Calgary Transit should end seniors pass to save money, suggests independent report

A report recommending Calgary Transit phase out the seniors transit pass to save money isn't going over well with seniors.

Annual pass for seniors costs less than monthly adult pass

An independent report suggests getting rid of the seniors transit pass to save money, and charge seniors youth rates instead. (Evelyne Asselin/CBC)

Advocates are not impressed with a recommendation that Calgary Transit phase out the seniors pass to save money.

The independent report, which goes to a city committee on Tuesday, found $9.2 million in savings for Calgary Transit. 

Luanne Whitmarsh, the CEO of the Kerby Centre, says you can't put a dollar figure on quality of life.

"It's fair to look at different things, but [you] have to balance that with what else will it cost you. Where else will you be seeing the deficits of having this situation, with people staying home and not getting out, and hoarding, and all the other things that come along with that," she said.

Charge seniors youth fares, says report

The consultant's report recommends bringing seniors' pricing more in line with youth fares, and offering senior cash fares, tickets and monthly passes to replace the annual pass.

The seniors pass currently costs $95 a year. Comparatively, a pass for adults is $99 each month and a monthly pass for youth is $65. Low-income seniors can pay $15 a year for an annual pass.

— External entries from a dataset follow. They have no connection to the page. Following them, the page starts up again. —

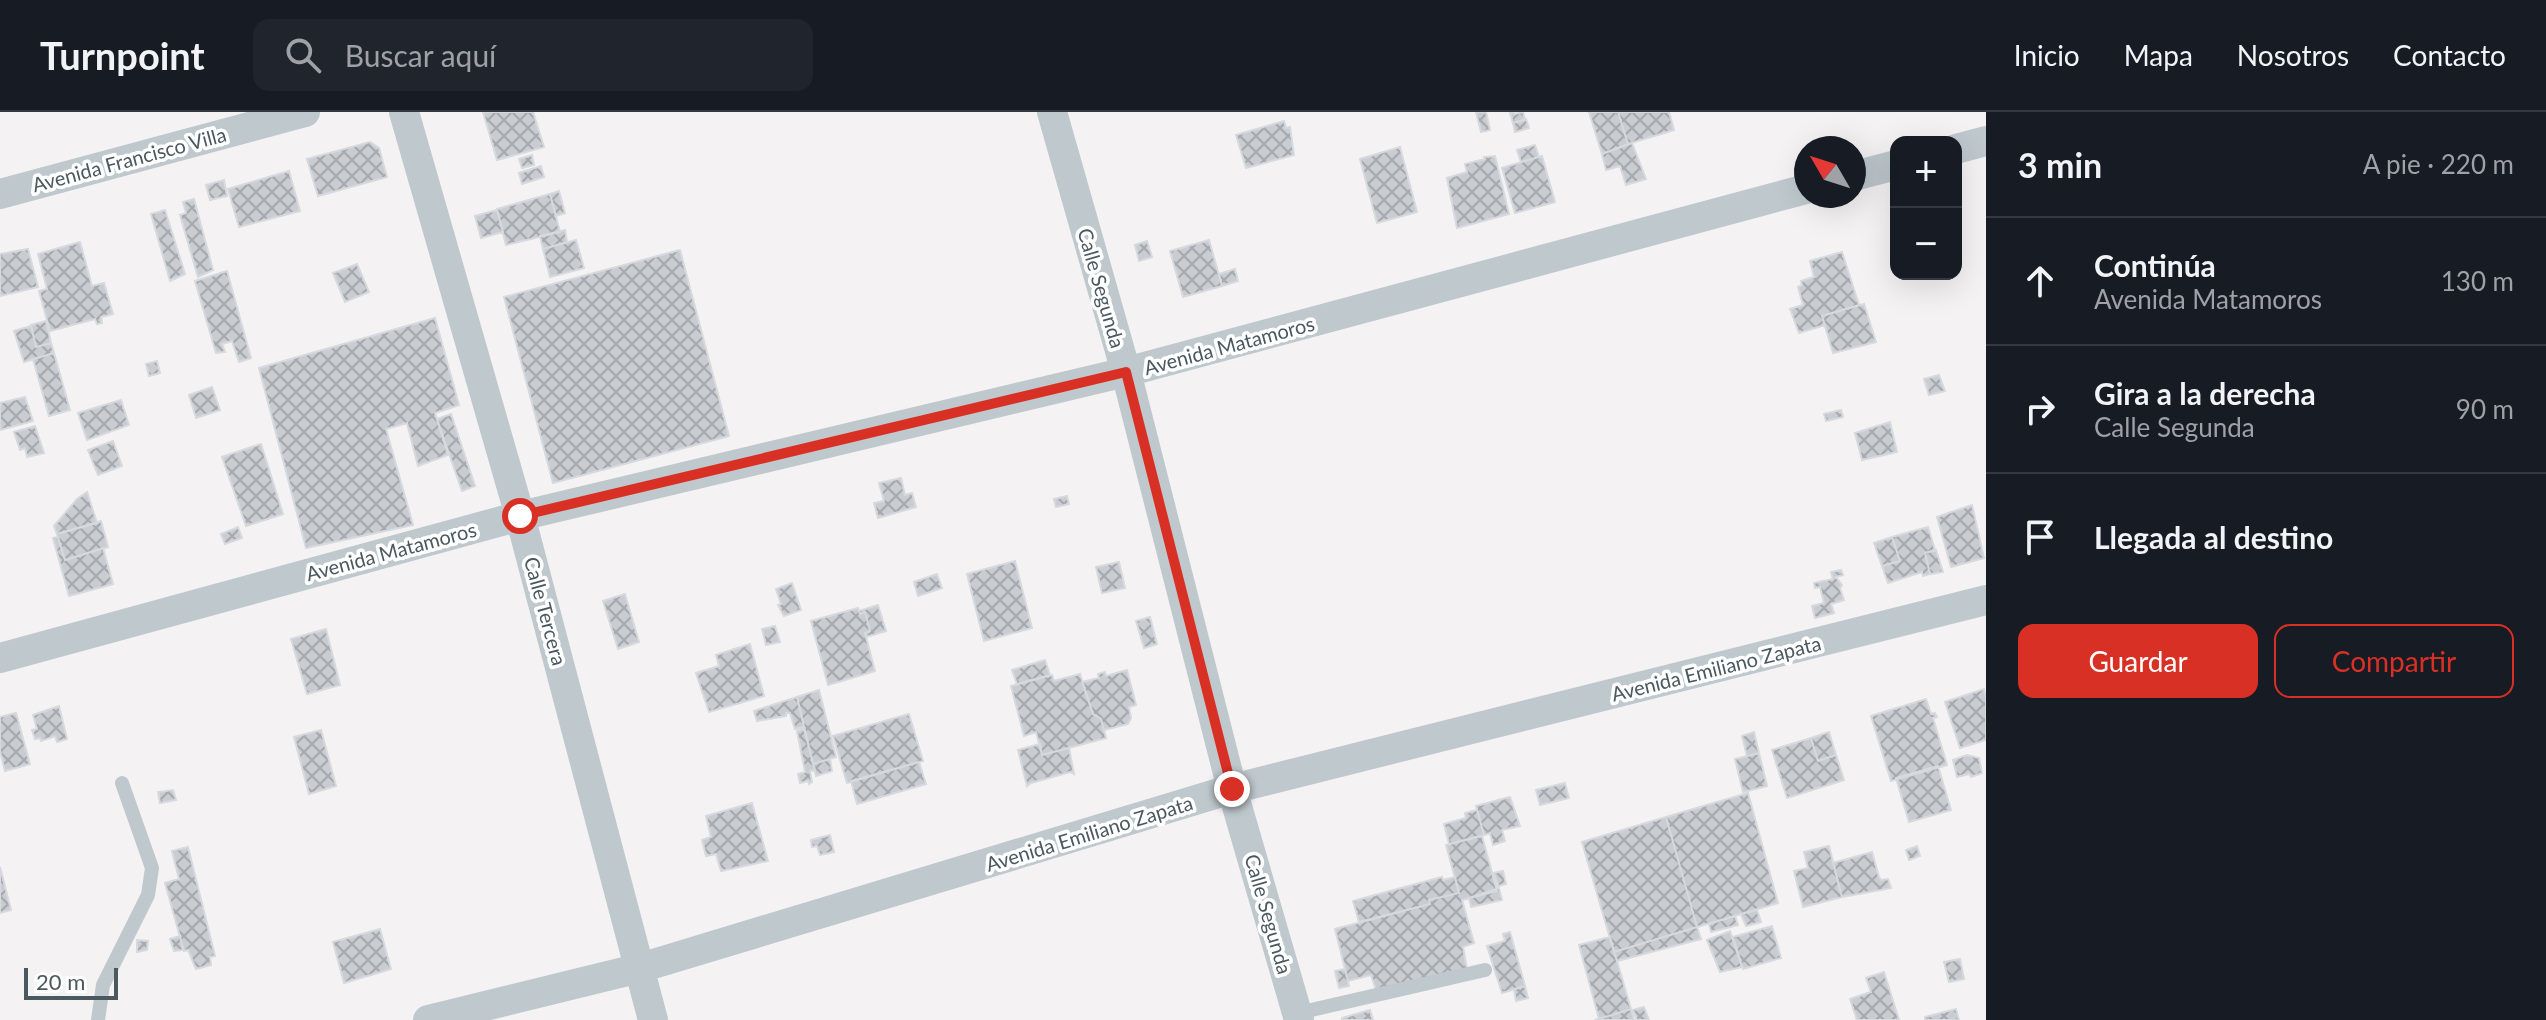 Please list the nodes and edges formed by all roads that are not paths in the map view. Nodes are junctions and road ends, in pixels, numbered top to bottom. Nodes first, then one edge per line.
1 (305, 112) edge
2 (404, 112) edge
3 (1052, 112) edge
4 (1986, 141) edge
5 (1962, 147) edge
6 (1890, 167) edge
7 (1866, 173) edge
8 (1794, 192) edge
9 (0, 194) edge
10 (1126, 372) junction
11 (520, 516) junction
12 (1986, 600) edge
13 (0, 658) edge
14 (122, 783) dead end
15 (1232, 789) junction
16 (640, 968) junction
17 (1485, 970) dead end
18 (1298, 1016) edge
19 (98, 1020) edge
20 (428, 1020) edge
21 (653, 1020) edge

1 - 9 street, Avenida Francisco Villa
2 - 11 street, Calle Tercera
3 - 10 street, Calle Segunda
4 - 5 street
6 - 7 street
8 - 10 street, Avenida Matamoros
10 - 11 street, Avenida Matamoros
10 - 15 street, Calle Segunda
11 - 13 street, Avenida Matamoros
11 - 16 street, Calle Tercera
12 - 15 street, Avenida Emiliano Zapata
14 - 19 lane
15 - 16 street, Avenida Emiliano Zapata
15 - 18 street, Calle Segunda
16 - 20 street, Avenida Emiliano Zapata
16 - 21 street, Calle Tercera
17 - 18 lane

"Having people being able to get out of their home in an effective and efficient way reduces isolation, increases quality of life and makes sure that everyone is continuing to participate in their own life," said Whitmarsh, who added that the cost savings from getting rid of the annual past would be "downloaded" elsewhere — including medical costs.

The recommendations also include contracting out some work, such as cleaning and maintenance.

'In many cases seniors are doing well'

Coun. Shane Keating, the chair of the transportation and transit committee, said he thinks it makes more sense to tie the cost of a pass to income rather than age. 

"In many cases seniors are doing well," he said, adding he doesn't think seniors should be charged the full fare.

He said there is "always pushback" when you increase costs, but the question that needs to asked is: "Is it justifiable?"

Another contentious suggestion in the report is to outsource cleaning and refuelling of buses, something Keating said should be considered.